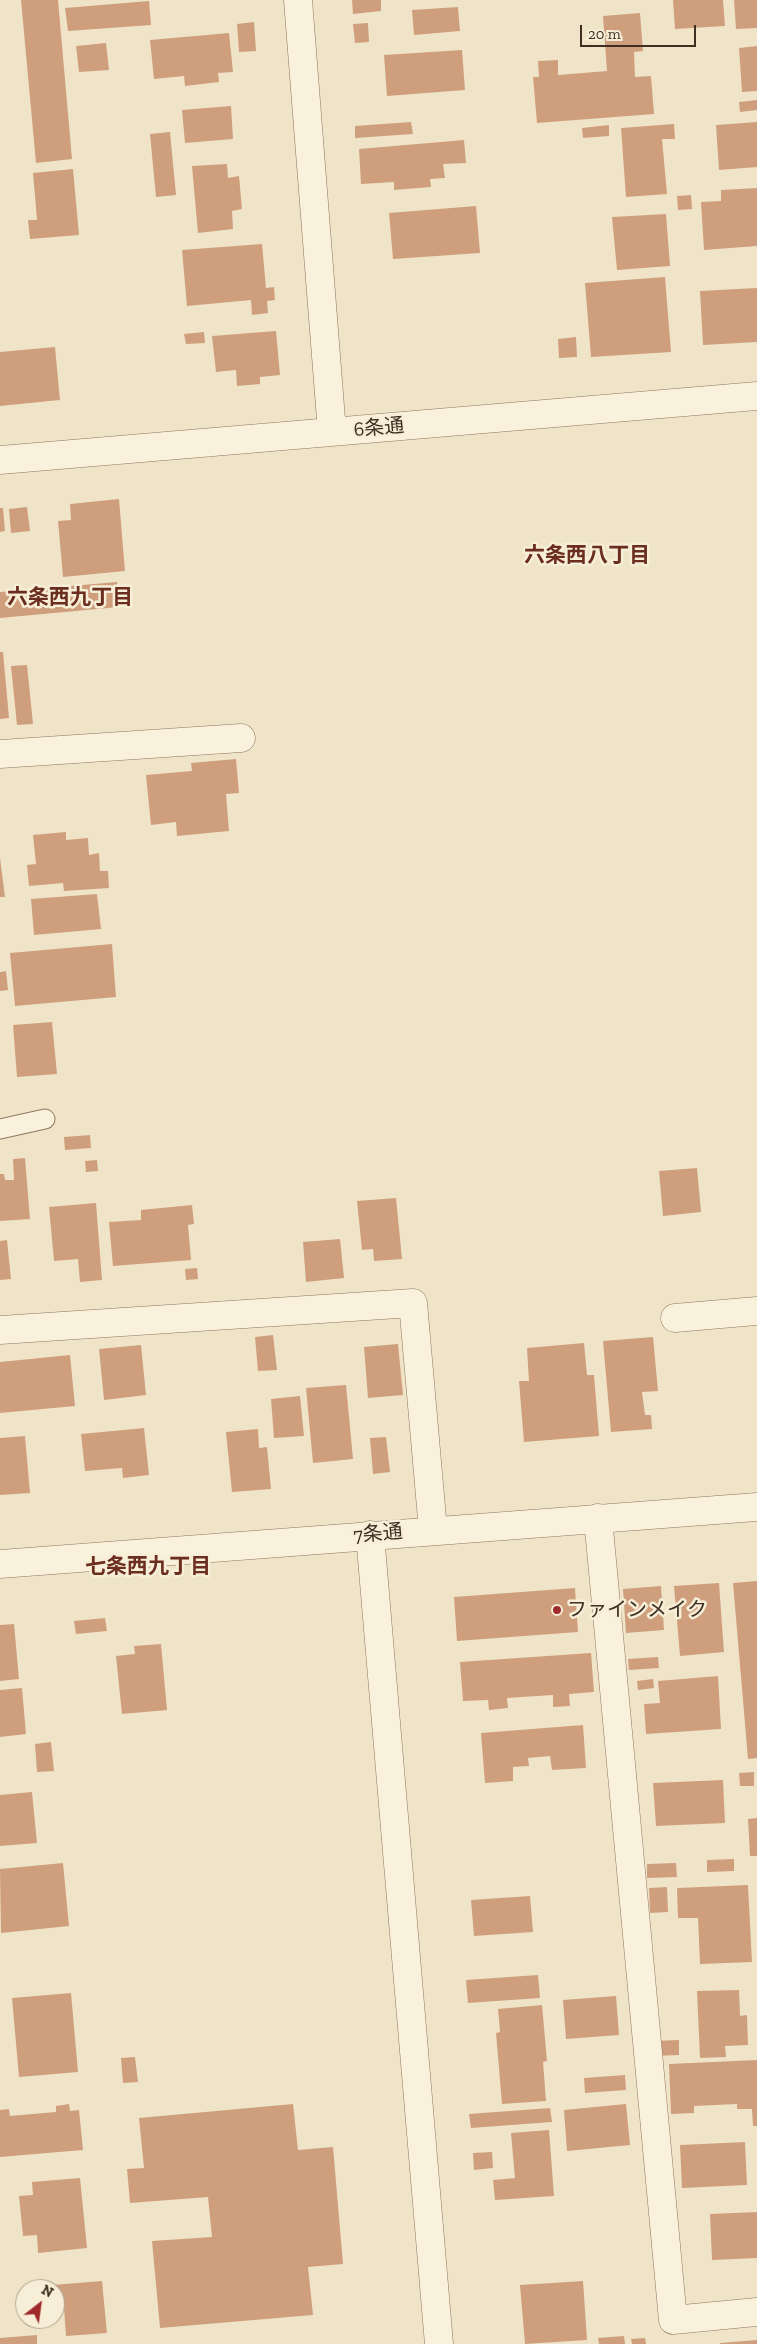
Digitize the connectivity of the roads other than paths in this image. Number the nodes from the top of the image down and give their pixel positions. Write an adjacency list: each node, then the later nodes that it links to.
1 (298, 0): 3 (street)
2 (757, 396): 3 (street, 6条通)
3 (332, 432): 4 (street, 6条通)
4 (0, 460)
5 (241, 738): 6 (street)
6 (0, 754)
7 (44, 1119): 8 (lane)
8 (0, 1129)
9 (757, 1311): 10 (street)
10 (675, 1318)
11 (0, 1330): 14 (street)
12 (757, 1507): 13 (street, 7条通)
13 (598, 1518): 14 (street, 7条通); 17 (street)
14 (433, 1530): 15 (street, 7条通)
15 (370, 1535): 16 (street, 7条通); 18 (street)
16 (0, 1564)
17 (757, 2312)
18 (439, 2344)

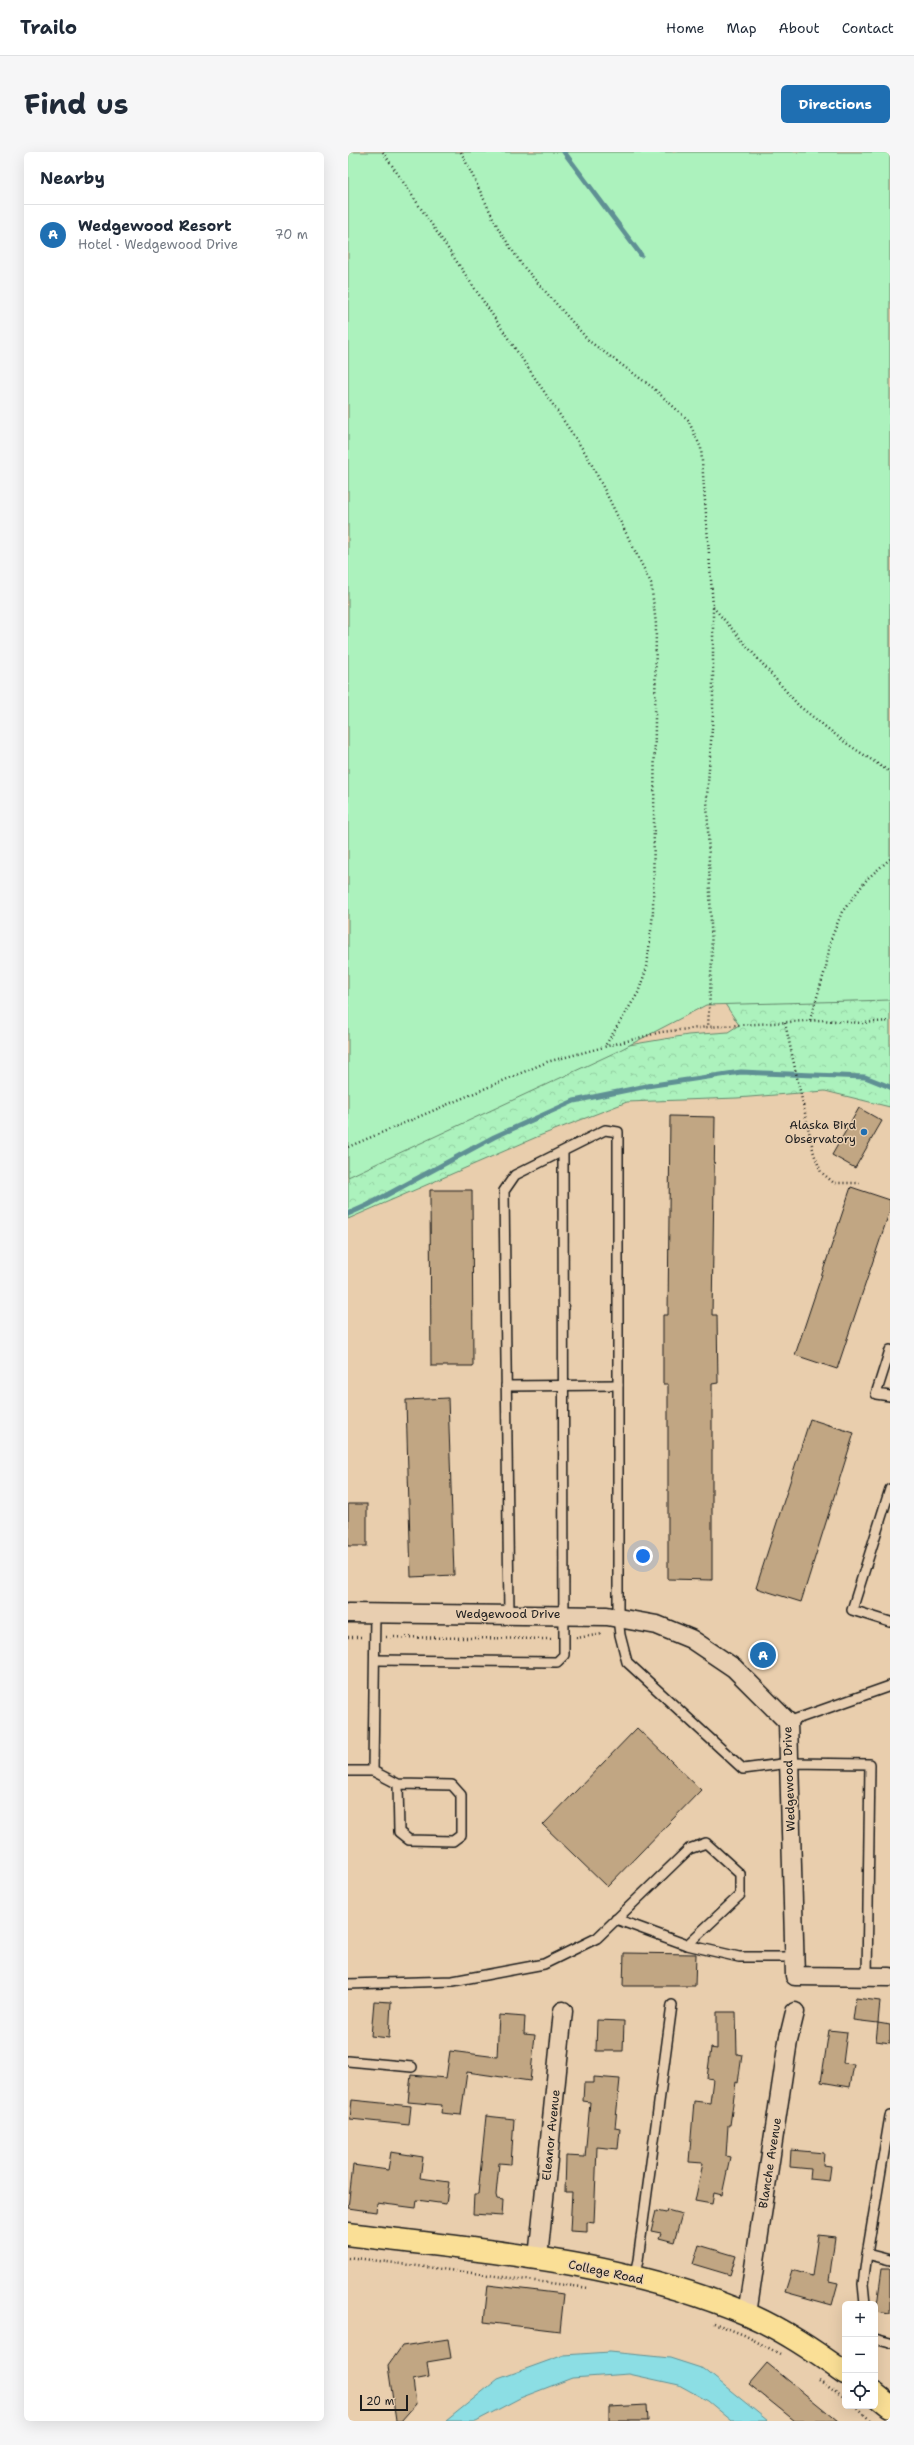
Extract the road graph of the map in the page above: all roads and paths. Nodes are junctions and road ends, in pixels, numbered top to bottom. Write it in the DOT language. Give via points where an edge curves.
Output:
--
* _ASSIGNED TASK_: Please give a word-for-word repetition of the lines from the one containing "Extract the road" through the last line of the data above, including both, and nothing besides.

* _RESPONSE TO THIS TASK_:
Extract the road graph of the map in the page above: all roads and paths. Nodes are junctions and road ends, in pixels, numbered top to bottom. Write it in the DOT language. Give via points where an edge curves.
Output:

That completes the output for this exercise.